Exosomal therapy mitigates silver nanoparticles-induced neurotoxicity in rats.

Abstract

Introduction: Our investigation aims to appraise the neuroprotective impact of Bone Marrow-Mesenchymal Stem Cells (BM-MSCs) derived exosomes against Ag NPs-inducing neurotoxicity in rats.

Materials and methods: Twenty-four albino rats were divided into 3 groups. Group I (control negative), Group II (intraperitoneally injected with Ag NPs for 28 days, whereas Group III (intraperitoneally injected with Ag NP and BM-MSCs derived exosomes.

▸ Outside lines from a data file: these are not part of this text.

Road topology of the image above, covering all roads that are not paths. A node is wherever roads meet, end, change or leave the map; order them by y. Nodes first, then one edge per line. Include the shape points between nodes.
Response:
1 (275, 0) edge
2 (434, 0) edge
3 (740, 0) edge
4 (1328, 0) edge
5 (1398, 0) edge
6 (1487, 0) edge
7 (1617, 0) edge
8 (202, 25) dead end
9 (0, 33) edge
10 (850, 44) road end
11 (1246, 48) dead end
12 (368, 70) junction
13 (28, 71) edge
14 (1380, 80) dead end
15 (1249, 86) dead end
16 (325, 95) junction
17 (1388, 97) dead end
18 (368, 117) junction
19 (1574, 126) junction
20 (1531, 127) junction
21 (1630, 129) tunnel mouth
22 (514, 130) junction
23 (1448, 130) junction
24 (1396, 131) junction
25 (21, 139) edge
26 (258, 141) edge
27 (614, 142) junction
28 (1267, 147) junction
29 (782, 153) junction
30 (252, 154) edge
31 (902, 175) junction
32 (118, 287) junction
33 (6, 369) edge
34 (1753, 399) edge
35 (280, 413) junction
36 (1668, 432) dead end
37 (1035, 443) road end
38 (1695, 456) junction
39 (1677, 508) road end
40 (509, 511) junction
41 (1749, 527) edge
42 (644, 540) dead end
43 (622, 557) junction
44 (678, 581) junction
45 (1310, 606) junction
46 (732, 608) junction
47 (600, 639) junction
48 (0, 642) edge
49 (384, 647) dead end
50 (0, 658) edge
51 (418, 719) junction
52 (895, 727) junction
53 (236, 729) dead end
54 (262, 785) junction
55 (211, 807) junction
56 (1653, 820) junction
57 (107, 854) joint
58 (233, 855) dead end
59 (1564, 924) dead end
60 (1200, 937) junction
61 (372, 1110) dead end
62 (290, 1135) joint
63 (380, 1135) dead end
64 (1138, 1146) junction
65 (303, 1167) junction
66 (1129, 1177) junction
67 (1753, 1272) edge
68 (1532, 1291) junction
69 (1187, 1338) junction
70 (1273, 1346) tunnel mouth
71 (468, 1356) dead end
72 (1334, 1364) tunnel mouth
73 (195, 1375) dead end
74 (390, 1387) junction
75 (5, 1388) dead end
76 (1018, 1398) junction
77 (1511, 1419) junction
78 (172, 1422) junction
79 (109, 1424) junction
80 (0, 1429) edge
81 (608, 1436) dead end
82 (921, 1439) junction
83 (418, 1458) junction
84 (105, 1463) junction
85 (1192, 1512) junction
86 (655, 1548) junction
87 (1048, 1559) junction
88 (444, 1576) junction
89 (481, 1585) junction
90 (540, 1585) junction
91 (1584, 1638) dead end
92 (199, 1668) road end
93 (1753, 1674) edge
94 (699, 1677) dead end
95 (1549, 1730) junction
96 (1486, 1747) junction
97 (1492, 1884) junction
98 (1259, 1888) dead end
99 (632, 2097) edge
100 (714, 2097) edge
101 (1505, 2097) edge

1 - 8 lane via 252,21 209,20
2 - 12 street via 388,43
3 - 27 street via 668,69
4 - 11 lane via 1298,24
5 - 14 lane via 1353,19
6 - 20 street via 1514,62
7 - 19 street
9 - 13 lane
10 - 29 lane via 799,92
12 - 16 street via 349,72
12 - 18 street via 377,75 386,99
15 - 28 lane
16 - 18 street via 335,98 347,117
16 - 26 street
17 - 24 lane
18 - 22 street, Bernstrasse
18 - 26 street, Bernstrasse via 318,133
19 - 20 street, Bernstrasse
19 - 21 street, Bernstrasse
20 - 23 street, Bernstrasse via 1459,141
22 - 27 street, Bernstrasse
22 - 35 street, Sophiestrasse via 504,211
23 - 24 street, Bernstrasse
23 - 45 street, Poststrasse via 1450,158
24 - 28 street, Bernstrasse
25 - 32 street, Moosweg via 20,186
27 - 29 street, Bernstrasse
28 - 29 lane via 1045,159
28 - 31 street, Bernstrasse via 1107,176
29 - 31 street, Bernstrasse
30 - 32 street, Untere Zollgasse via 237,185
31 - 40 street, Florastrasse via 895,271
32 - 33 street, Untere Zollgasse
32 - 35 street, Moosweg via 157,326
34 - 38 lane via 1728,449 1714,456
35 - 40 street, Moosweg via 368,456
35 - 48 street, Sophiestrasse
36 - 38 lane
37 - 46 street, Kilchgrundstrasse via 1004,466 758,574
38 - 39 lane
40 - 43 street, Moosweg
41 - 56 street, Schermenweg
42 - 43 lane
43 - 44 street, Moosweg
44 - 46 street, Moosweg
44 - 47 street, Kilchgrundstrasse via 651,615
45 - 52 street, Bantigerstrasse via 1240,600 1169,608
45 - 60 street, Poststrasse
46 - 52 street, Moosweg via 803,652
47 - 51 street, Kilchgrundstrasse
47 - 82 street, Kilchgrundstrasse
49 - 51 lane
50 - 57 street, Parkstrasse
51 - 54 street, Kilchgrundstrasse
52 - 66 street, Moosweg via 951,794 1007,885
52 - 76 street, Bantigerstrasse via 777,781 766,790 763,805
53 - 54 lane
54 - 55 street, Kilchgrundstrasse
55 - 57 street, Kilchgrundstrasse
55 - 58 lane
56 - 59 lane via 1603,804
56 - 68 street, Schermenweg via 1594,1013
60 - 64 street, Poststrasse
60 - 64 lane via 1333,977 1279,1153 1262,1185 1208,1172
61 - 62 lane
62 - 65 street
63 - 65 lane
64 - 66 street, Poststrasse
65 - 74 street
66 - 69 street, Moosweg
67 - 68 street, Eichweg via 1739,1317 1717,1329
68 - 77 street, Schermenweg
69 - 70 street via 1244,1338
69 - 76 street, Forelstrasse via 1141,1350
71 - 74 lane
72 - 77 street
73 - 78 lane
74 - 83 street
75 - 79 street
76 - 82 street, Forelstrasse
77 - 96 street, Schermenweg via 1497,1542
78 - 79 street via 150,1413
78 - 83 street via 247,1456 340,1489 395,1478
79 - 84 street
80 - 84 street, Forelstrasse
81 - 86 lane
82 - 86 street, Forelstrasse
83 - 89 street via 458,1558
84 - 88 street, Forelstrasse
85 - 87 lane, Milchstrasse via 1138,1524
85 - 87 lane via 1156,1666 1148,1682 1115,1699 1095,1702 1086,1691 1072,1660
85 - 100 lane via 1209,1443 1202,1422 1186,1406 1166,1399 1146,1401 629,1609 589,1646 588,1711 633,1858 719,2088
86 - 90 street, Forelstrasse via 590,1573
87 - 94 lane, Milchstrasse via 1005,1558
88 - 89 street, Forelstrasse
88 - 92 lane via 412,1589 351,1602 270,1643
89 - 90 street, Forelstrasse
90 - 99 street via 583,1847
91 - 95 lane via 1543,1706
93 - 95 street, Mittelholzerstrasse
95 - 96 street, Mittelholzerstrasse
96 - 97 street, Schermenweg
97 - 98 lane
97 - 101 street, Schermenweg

Results: There was a marked elevation of Malondialdehyde (MDA) along with a reduction of brain antioxidants, Gamma-aminobutyric acid (GABA) and Monoamine Oxidase (MAO) in the Ag NPs receiving group. Ag NPs upregulated c-Jun N-terminal Kinases (JNK) genes and c-Myc and downregulated the tissue inhibitors of metalloproteinases (TIMP-1) and Histone deacetylase 1 (HDAC1) genes. Otherwise, the co-treatment of BM-MSCs derived exosomes with Ag NPs could markedly increase the rat's body weight, activity and learning while, decreasing anxiety, restoring all the toxicological parameters and improving the microscopic appearance of different brain areas.

Conclusion: BM-MSCs-derived exosomes downregulated both apoptotic and inflammatory mediators and upregulated the antiapoptotic genes. BM-MSCs-derived exosomes exhibit a great therapeutic effect against the neurotoxic effects of Ag NPs.